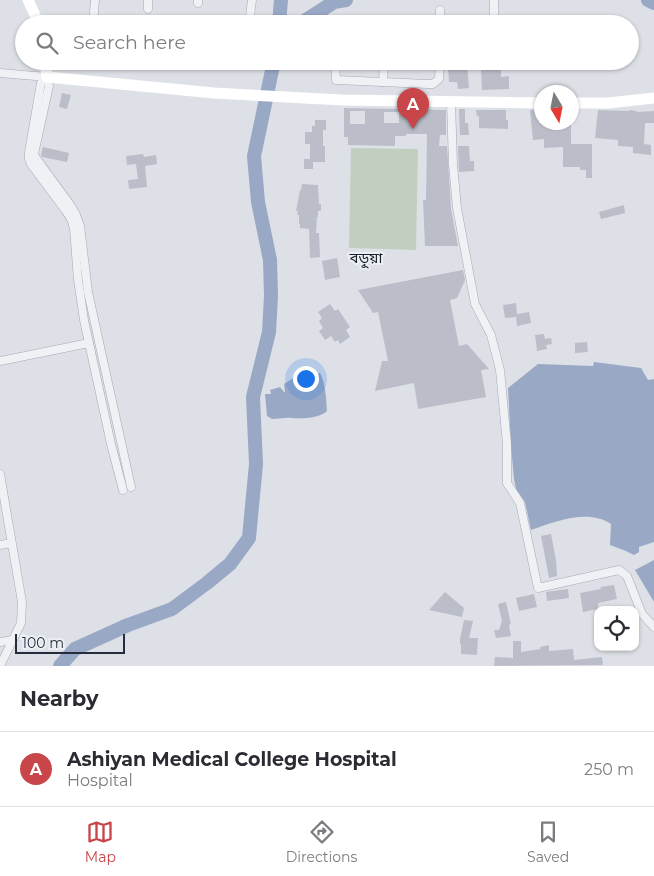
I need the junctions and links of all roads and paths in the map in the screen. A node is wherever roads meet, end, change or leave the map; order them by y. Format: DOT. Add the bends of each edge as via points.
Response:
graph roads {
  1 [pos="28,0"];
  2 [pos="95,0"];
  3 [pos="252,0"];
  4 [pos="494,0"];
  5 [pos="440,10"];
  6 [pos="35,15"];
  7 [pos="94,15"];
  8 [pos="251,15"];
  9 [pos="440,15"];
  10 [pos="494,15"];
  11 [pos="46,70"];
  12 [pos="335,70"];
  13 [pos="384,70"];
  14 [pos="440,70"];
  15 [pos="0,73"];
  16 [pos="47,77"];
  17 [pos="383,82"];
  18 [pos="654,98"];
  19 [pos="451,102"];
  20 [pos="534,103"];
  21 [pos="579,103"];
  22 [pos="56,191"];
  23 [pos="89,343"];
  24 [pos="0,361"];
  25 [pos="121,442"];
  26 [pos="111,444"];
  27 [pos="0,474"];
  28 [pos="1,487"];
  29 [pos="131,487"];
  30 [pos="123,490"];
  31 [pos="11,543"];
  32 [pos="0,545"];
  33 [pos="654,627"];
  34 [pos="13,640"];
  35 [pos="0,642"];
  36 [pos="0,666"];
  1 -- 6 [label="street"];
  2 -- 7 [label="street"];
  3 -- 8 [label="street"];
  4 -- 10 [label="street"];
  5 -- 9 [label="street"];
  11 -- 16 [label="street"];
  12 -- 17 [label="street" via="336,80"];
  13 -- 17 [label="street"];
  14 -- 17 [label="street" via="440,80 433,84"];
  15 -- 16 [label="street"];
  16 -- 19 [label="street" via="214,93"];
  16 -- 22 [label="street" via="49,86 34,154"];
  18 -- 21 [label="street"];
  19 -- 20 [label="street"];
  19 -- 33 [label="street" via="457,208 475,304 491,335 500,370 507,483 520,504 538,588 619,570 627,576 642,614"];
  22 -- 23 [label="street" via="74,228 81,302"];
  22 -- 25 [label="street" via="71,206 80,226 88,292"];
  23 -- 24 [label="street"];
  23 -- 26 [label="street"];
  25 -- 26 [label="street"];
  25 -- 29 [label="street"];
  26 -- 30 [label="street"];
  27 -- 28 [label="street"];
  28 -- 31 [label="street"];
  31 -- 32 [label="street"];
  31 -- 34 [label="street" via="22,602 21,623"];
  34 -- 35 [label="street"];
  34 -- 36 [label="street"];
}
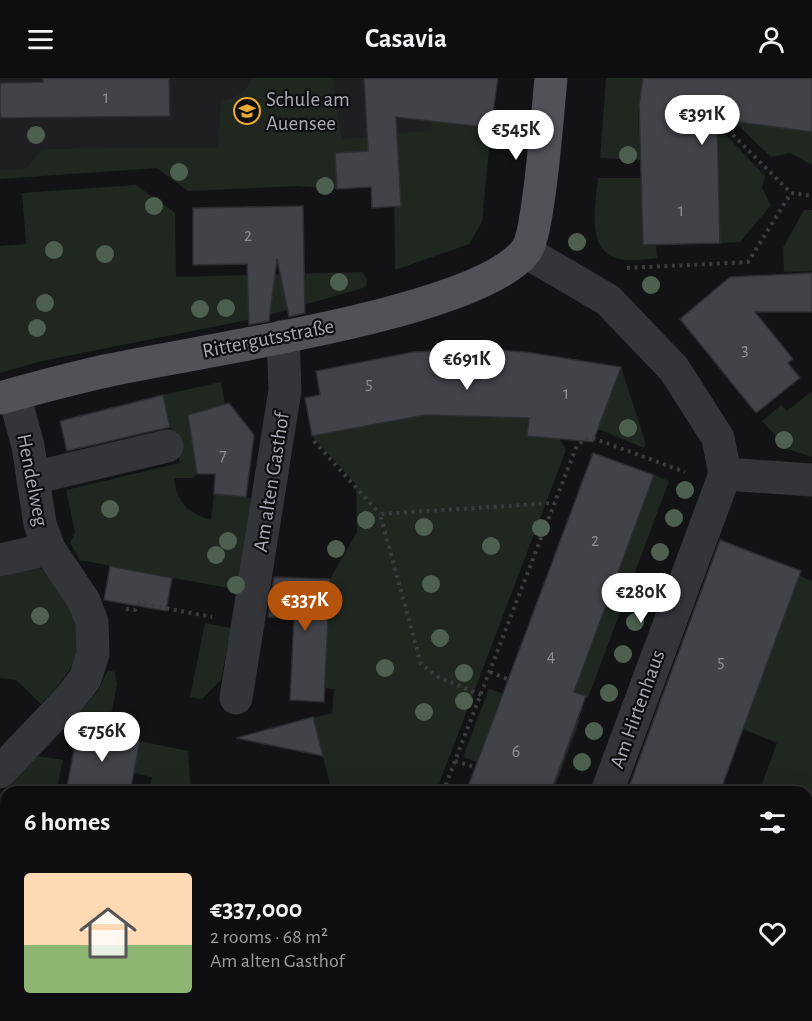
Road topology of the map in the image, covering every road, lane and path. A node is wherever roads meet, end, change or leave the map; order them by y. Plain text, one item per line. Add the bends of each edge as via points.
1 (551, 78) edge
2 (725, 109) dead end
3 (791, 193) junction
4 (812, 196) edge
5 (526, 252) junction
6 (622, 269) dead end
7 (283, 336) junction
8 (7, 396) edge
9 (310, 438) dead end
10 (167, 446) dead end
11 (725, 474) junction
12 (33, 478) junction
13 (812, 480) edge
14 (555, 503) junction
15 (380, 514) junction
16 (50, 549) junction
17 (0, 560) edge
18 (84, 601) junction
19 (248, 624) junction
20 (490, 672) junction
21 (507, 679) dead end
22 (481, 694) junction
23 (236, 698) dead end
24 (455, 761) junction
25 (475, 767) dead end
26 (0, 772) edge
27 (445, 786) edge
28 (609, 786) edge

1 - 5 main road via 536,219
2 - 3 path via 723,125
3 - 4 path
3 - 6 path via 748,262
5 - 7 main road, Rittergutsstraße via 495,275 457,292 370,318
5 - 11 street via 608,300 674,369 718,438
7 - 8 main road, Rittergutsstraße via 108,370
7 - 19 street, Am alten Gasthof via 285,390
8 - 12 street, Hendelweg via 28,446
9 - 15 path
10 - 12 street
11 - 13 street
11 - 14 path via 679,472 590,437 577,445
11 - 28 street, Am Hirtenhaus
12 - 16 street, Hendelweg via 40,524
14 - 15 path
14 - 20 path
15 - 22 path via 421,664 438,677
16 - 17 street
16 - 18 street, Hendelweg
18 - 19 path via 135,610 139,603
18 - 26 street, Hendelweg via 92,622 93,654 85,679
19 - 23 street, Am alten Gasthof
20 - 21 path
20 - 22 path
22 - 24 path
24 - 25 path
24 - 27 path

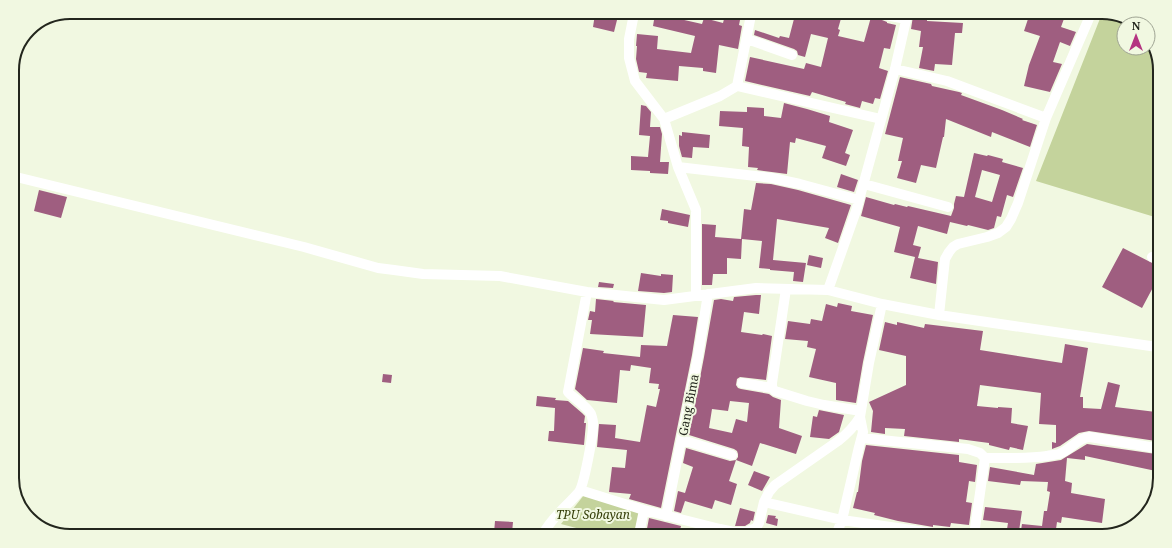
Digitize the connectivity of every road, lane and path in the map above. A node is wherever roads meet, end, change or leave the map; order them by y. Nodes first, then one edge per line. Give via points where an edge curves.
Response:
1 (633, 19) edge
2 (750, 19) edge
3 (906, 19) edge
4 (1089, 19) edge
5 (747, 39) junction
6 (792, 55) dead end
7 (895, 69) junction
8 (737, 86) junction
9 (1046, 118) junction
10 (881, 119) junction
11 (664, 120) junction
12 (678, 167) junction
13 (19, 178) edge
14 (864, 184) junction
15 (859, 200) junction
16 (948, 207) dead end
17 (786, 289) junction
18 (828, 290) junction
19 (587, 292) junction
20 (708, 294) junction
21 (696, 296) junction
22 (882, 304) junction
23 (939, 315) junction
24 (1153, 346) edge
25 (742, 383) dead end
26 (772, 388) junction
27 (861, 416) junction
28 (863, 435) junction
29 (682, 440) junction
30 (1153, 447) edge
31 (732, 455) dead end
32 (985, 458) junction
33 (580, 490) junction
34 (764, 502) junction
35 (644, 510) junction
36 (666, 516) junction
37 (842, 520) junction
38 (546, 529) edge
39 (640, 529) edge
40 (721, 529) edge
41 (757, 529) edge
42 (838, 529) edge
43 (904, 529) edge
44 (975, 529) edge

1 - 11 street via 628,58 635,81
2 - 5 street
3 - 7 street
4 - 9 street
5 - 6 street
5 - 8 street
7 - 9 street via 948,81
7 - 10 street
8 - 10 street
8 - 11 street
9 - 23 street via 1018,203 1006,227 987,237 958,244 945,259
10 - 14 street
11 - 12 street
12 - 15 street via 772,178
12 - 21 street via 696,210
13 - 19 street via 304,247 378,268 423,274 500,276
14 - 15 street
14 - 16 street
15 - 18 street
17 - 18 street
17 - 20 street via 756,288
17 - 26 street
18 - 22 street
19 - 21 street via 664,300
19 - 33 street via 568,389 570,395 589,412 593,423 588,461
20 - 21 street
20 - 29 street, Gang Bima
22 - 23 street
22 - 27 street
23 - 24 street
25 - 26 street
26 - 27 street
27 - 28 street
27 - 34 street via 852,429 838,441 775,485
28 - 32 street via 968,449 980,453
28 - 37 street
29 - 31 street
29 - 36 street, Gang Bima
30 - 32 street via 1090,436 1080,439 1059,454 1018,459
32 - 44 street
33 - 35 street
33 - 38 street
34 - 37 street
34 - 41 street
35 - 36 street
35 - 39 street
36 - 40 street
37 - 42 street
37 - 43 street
▬▬▬
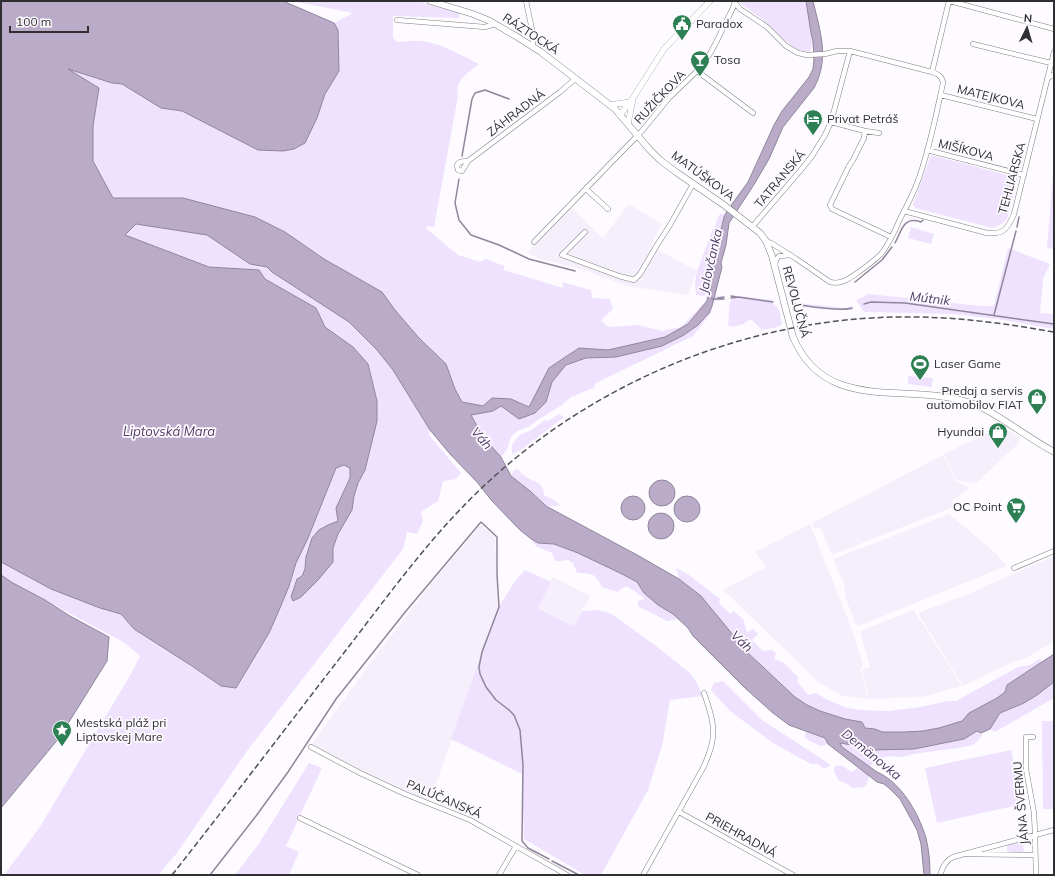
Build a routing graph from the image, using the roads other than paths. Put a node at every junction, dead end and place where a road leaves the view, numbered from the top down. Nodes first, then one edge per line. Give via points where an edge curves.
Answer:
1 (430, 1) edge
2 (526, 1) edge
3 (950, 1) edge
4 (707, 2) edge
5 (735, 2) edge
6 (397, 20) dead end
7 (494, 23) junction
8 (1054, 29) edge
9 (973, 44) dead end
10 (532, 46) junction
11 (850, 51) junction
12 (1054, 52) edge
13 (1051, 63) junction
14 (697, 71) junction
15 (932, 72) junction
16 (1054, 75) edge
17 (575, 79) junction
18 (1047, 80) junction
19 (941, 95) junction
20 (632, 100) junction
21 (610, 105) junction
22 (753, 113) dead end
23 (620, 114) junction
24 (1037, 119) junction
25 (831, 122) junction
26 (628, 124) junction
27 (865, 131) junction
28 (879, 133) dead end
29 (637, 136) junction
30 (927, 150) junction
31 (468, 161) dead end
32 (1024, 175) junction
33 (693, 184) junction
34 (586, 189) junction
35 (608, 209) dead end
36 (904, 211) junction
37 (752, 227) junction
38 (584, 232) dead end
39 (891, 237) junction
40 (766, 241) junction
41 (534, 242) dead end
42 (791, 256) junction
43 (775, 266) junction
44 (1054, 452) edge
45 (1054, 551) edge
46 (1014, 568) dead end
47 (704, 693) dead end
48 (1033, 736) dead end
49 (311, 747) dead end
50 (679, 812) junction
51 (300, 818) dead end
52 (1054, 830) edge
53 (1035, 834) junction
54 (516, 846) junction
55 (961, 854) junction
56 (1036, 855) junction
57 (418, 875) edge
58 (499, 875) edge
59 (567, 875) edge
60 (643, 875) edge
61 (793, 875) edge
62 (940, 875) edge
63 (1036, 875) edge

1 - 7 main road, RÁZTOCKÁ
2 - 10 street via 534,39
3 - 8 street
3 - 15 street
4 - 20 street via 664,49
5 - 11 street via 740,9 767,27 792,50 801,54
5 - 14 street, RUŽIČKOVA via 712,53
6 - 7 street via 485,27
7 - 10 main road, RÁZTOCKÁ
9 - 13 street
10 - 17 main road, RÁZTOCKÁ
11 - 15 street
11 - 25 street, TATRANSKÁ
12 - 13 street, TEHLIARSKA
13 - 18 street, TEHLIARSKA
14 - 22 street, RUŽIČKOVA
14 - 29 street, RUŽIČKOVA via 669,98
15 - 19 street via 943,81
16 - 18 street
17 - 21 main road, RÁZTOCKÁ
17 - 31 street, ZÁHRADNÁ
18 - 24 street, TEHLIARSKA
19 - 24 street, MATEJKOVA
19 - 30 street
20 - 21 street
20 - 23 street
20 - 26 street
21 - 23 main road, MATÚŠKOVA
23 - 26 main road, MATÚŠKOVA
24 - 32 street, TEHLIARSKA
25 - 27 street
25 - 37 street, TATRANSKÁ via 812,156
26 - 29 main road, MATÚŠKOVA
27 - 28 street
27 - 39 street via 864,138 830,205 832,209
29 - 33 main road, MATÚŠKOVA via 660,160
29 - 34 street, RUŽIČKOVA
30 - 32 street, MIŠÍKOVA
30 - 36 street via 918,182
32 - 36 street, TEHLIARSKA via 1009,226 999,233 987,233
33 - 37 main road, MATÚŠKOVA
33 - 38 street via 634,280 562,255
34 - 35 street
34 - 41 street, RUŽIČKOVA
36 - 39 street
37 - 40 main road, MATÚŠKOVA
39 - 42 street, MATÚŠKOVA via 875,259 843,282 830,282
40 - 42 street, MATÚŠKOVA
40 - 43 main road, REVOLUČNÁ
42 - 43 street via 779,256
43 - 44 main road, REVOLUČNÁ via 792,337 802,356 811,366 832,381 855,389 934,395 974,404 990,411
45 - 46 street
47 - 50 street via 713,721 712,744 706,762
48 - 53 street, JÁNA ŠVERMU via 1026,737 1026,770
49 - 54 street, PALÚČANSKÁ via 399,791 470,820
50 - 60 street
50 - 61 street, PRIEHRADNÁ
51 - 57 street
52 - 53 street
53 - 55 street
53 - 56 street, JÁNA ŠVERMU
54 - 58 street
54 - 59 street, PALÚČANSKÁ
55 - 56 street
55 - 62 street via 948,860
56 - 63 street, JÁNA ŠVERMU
▬▬▬
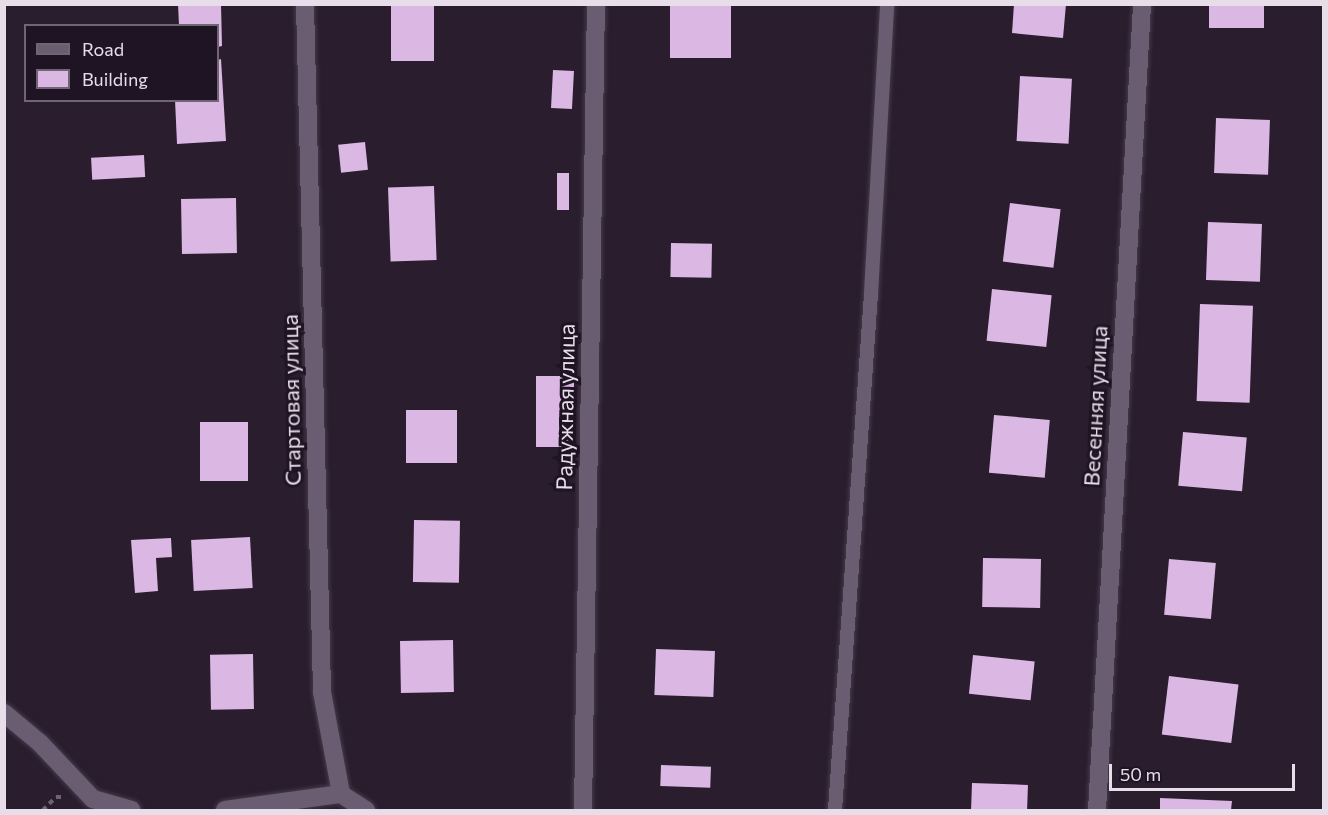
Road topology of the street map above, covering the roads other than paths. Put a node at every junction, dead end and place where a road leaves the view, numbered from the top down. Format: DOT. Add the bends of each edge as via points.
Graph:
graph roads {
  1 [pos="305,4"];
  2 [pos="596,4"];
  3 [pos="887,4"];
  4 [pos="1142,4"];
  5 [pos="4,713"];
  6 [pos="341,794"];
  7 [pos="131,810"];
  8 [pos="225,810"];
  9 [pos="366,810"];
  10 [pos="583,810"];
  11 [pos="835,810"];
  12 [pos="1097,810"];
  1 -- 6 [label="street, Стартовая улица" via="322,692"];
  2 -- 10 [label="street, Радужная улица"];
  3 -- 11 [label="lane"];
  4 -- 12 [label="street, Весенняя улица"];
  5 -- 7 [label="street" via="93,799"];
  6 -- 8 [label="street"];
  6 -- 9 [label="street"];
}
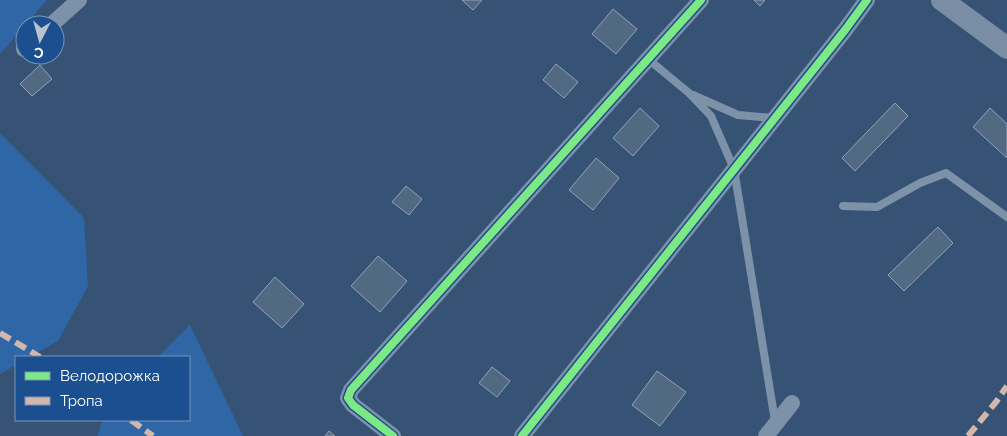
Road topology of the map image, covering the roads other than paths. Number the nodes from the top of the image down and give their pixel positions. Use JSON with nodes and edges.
▬▬▬
*TASK INSTRUCTIONS*.
Please count how many lines of the records include "from", giving the number and nothing else.

*SOLVED PROBLEM*.
3